A few reasons. One is that the Trinity pipeline is heavier-weight than our protocol, and will require more computational resources; another part of it is that I don't want to have to coordinate with them as we evolve our protocol (and I would imagine the same is true in reverse); a third is that we are using some of our own special sauce, and want the leisure to explore and evolve our own techniques.

Someone else claims they have a better protocol than yours. Why should I use yours?

You shouldn't! But please use someone's rather than inventing your own, until you have a good reason otherwise. Thanks in advance.

So then why did you invent your own?

Umm... we don't know of any good lightweight protocols for the cloud, honestly. Plus we think very highly of our special sauce.

Why are you releasing these as protocols, rather than as pipelines? I'd rather not have to type out all that stuff!

There are lots of reasons, but the simplest is that it's actually quite hard to write a robust pipeline that anyone can run. Plus, the protocols are kind of easy to remix, because it's clear what data goes on to the next step at each point; this is not so true of pipelines, which are large, opaque bodies of code. So if you want to try out a different trimmer, or avoid digital normalization, it's easy to figure out how to modify our instructions!

More generally, I think the right philosophical approach to be taking is to teaching people how to do a certain amount of their own cooking, as opposed to providing completely prepackaged meals. Not only is it potentially healthier, you get some sense of what is actually in the prepackaged meals. (This is very much the Software Carpentry mentality.)

I used your protocol and got sucky results. Your protocol sucks and I hate you.

I'm sorry to hear that! ...could you share your sucky results so that we can improve our protocol? Thanks!

I ignored your advice and modified your protocol and got way better results. Your protocol sucks. Ha ha!

Great! ...could you share your improvements? Thanks! We'd be happy to give you credit in both the protocol and subsequent publications.

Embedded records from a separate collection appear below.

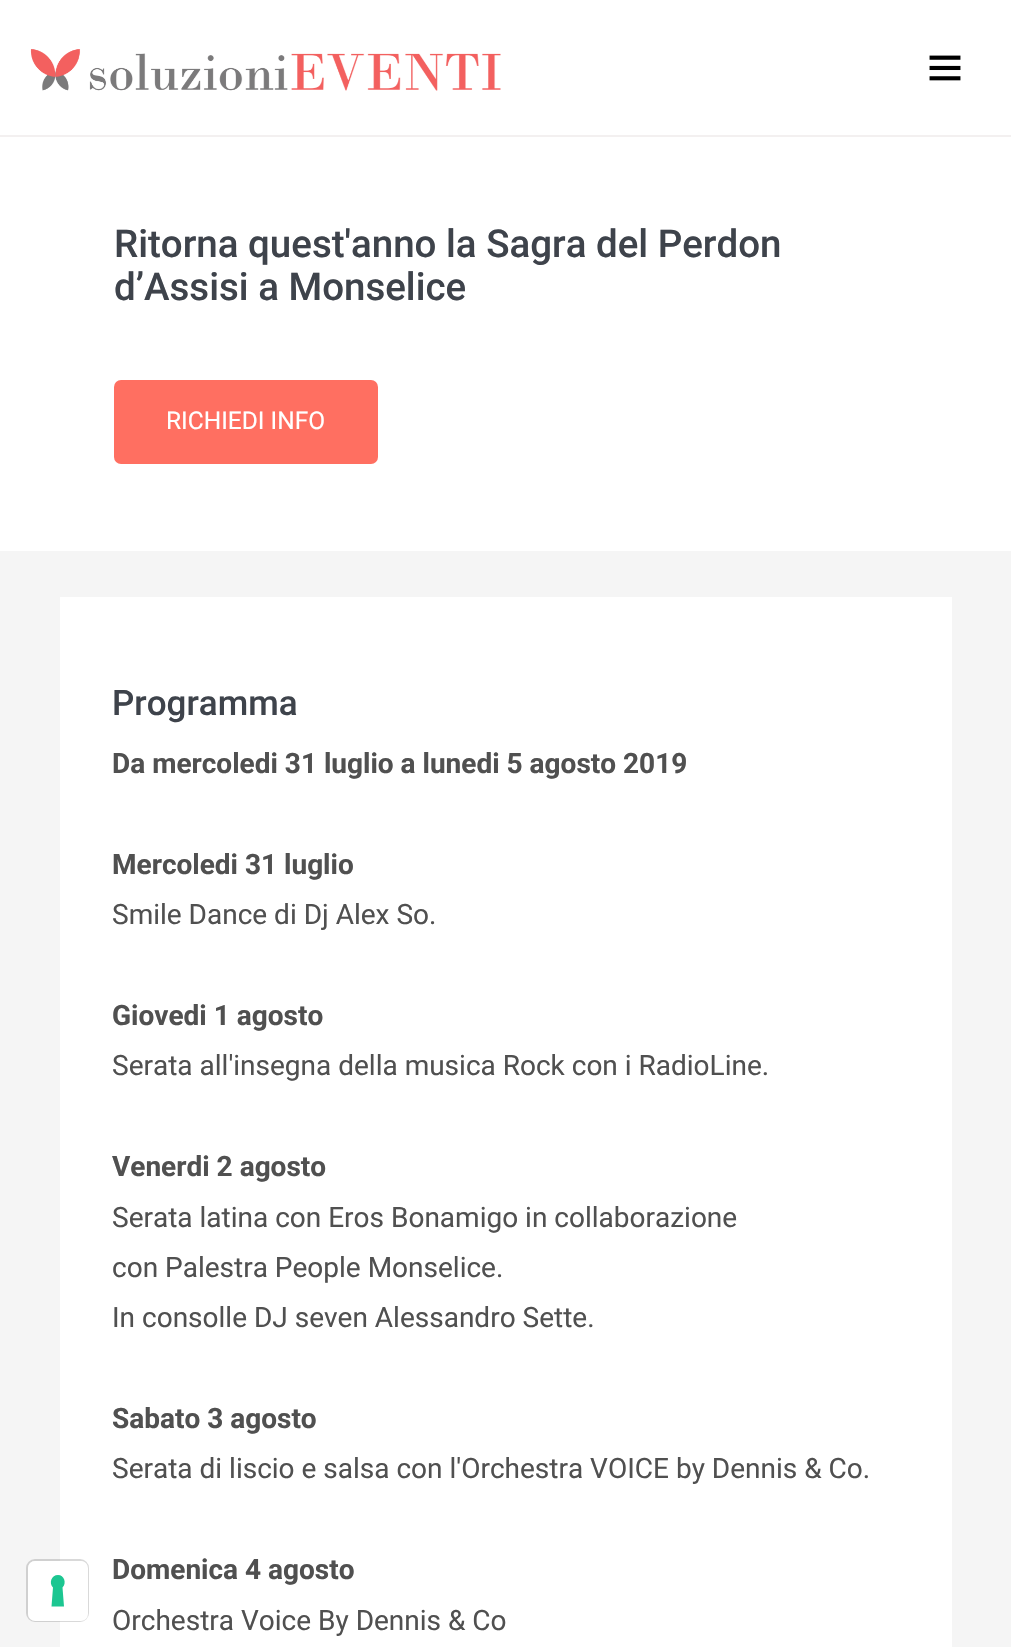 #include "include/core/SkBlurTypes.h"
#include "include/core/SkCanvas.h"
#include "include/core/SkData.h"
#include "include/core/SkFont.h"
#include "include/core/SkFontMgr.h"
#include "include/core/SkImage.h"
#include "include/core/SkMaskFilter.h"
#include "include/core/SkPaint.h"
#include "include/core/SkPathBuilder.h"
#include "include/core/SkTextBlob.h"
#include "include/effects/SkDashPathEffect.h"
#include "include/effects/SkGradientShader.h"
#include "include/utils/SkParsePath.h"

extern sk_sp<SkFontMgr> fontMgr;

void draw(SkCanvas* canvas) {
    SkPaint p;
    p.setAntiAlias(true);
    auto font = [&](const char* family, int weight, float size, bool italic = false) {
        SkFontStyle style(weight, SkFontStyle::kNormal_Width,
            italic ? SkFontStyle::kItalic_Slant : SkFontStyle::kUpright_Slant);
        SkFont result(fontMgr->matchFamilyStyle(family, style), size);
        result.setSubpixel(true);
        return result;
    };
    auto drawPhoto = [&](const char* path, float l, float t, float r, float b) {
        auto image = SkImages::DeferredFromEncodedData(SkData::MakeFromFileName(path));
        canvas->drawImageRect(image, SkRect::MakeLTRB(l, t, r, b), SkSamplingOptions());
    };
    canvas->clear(0xFFFFFFFF);
    p.setColor(0xFFF3F0F0);
    canvas->drawRect(SkRect::MakeLTRB(0, 135, 1011, 137), p);
    drawPhoto("media/1.png", 30, 49, 501, 91);
    drawPhoto("media/2.png", 929, 55, 961, 81);
    auto font1 = font("Roboto", 500, 38.5f);
    p.setColor(0xFF3E434B);
    canvas->drawString("Ritorna quest'anno la Sagra del Perdon", 114, 257, font1, p);
    canvas->drawString("d’Assisi a Monselice", 114, 300, font1, p);
    p.setColor(0xFFFF6F61);
    canvas->drawRoundRect(SkRect::MakeLTRB(114, 380, 378, 464), 7, 7, p);
    auto font2 = font("Roboto", 400, 24.5f);
    p.setColor(0xFFFFFFFF);
    canvas->drawString("RICHIEDI INFO", 166, 429, font2, p);
    p.setColor(0xFFF5F5F5);
    canvas->drawRect(SkRect::MakeLTRB(0, 551, 1011, 1647), p);
    p.setColor(0xFFFFFFFF);
    canvas->drawRect(SkRect::MakeLTRB(60, 597, 952, 1647), p);
    p.setStyle(SkPaint::kStroke_Style);
    p.setStrokeWidth(2);
    p.setColor(0x26000000);
    canvas->drawRoundRect(SkRect::MakeLTRB(27, 1560, 88, 1621), 8, 8, p);
    p.setStyle(SkPaint::kFill_Style);
    p.setColor(0xFFFFFFFF);
    canvas->drawRoundRect(SkRect::MakeLTRB(28, 1561, 88, 1621), 7, 7, p);
    p.setColor(0xFF1CC691);
    canvas->drawPath(SkPathBuilder(SkPathFillType::kEvenOdd).moveTo(58, 1575).cubicTo(64, 1575, 67, 1583, 62.5f, 1587.5f).lineTo(64, 1606.5f).lineTo(51.5f, 1606.5f).lineTo(53, 1587.5f).cubicTo(48.5f, 1583, 51.5f, 1575, 58, 1575).close().detach(), p);
    auto font3 = font("Roboto", 500, 35);
    p.setColor(0xFF3E434B);
    canvas->drawString("Programma", 112, 715, font3, p);
    auto font4 = font("Roboto", 700, 28);
    p.setColor(0xFF505050);
    canvas->drawString("Da mercoledi 31 luglio a lunedi 5 agosto 2019", 112, 773, font4, p);
    canvas->drawString("Mercoledi 31 luglio", 112, 874, font4, p);
    auto font5 = font("Roboto", 400, 28);
    canvas->drawString("Smile Dance di Dj Alex So.", 112, 924, font5, p);
    canvas->drawString("Giovedi 1 agosto", 112, 1025, font4, p);
    canvas->drawString("Serata all'insegna della musica Rock con i RadioLine.", 112, 1075, font5, p);
    canvas->drawString("Venerdi 2 agosto", 112, 1176, font4, p);
    {
        const struct { const char* s; float x, y; } items[] = {
            {"Serata latina con Eros Bonamigo in collaborazione", 112, 1227},
            {"con Palestra People Monselice.", 112, 1277},
            {"In consolle DJ seven Alessandro Sette.", 112, 1327},
        };
        for (auto [s, x, y] : items) {
            canvas->drawString(s, x, y, font5, p);
        }
    }
    canvas->drawString("Sabato 3 agosto", 112, 1428, font4, p);
    canvas->drawString("Serata di liscio e salsa con l'Orchestra VOICE by Dennis & Co.", 112, 1478, font5, p);
    canvas->drawString("Domenica 4 agosto", 112, 1579, font4, p);
    canvas->drawString("Orchestra Voice By Dennis & Co", 112, 1630, font5, p);
}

Your protocol isn't as good as it could be. I invented a nifty piece of software that solves a bunch of problems and is way cool.

Great! ...could you share? Thanks! We'd be happy to give you credit in both the protocol and subsequent publications.

I have 454, Ion Torrent, or PacBio data. Can we integrate this?

Not sure how to do that yet. Sorry!

I'd like to contribute; how can I?

Discuss on the mailing list, and/or submit pull requests (see github flow for more info on pull requests).

This is awesome! I have money to give you!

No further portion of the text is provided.